Work instruction — Scan the data below for the string "roads". Show every line where it turns up.
···
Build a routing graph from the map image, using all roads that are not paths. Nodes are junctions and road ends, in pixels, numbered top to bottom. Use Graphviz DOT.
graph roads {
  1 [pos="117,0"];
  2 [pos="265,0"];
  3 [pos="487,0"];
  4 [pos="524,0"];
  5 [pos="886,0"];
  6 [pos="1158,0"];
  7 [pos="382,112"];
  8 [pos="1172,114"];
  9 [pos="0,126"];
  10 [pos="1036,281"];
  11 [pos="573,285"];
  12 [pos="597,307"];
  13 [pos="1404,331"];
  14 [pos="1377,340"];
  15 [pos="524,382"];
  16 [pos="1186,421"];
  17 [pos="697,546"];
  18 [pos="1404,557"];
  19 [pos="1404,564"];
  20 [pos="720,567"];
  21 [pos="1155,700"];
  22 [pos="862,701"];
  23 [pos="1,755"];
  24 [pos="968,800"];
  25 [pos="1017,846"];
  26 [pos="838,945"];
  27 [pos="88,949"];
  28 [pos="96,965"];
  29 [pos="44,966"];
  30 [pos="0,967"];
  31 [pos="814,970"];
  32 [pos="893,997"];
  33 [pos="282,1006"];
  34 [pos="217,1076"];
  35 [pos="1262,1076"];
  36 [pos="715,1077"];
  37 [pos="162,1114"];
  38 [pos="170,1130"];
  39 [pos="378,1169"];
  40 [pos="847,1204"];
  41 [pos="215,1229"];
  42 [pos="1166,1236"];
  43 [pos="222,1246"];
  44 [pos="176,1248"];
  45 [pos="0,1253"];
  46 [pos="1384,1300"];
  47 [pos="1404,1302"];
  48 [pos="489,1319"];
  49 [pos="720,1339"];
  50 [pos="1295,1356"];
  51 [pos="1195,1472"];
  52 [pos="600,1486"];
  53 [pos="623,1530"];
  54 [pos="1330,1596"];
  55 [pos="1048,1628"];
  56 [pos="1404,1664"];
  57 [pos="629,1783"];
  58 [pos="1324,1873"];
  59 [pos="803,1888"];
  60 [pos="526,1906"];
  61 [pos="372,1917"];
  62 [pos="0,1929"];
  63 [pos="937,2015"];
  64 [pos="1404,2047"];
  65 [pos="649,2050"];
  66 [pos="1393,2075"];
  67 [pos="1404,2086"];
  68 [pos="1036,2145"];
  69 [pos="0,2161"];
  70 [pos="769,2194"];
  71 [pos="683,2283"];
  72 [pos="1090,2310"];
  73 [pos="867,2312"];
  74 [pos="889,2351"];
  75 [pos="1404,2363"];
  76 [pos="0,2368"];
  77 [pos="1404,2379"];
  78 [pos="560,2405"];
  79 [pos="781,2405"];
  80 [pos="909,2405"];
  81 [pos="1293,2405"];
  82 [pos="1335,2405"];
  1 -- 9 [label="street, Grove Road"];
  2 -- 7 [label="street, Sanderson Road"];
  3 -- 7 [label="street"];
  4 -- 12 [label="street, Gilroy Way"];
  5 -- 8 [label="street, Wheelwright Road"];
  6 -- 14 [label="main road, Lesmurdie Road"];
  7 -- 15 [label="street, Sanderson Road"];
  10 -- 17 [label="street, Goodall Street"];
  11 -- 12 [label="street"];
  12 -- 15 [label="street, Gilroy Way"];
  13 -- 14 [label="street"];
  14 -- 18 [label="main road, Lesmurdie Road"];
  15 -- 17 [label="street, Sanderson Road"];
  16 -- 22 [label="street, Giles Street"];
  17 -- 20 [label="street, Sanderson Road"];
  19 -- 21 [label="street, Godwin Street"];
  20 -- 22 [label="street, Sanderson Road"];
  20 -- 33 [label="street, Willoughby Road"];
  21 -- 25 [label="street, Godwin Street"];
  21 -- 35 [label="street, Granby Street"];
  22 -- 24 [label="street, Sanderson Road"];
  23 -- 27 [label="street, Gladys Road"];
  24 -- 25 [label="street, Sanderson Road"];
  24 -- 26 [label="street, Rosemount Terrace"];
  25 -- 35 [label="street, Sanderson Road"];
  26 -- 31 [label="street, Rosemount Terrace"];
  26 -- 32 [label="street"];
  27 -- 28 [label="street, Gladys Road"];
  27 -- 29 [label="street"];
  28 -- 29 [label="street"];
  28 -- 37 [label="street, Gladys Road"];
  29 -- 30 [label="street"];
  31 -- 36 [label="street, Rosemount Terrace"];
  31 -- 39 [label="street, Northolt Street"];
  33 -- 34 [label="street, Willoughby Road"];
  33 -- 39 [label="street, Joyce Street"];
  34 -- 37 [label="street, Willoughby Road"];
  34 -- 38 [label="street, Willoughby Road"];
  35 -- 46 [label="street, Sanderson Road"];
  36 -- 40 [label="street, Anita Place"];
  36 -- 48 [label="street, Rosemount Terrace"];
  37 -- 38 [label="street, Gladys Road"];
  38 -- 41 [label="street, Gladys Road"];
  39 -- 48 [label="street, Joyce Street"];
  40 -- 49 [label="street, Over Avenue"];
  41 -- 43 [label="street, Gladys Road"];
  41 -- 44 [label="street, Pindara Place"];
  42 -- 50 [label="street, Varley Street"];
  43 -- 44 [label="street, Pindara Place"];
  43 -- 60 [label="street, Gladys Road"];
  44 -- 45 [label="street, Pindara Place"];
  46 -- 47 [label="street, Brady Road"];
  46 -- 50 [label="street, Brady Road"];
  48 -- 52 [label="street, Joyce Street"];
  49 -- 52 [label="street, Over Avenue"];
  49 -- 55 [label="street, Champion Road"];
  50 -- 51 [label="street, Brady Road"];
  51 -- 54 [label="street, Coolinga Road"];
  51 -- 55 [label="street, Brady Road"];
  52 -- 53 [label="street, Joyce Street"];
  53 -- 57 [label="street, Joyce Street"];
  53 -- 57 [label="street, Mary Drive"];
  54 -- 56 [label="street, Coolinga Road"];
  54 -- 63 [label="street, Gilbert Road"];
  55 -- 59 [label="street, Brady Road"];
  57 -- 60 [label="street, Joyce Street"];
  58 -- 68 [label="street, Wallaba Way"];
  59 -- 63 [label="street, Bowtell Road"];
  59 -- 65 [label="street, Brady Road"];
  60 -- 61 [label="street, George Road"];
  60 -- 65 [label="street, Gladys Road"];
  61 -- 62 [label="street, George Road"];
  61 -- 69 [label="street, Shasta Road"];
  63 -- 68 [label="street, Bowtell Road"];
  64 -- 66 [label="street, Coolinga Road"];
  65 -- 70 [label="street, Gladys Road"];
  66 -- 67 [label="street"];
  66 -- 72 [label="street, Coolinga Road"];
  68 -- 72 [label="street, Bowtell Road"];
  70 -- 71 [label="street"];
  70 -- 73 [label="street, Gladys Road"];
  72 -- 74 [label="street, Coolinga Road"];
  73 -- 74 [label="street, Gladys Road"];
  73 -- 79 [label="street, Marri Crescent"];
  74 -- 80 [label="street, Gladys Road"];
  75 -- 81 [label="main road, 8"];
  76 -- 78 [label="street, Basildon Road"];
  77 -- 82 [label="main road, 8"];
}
···
Task answer —
Build a routing graph from the map image, using all roads that are not paths. Nodes are junctions and road ends, in pixels, numbered top to bottom. Use Graphviz DOT.
graph roads {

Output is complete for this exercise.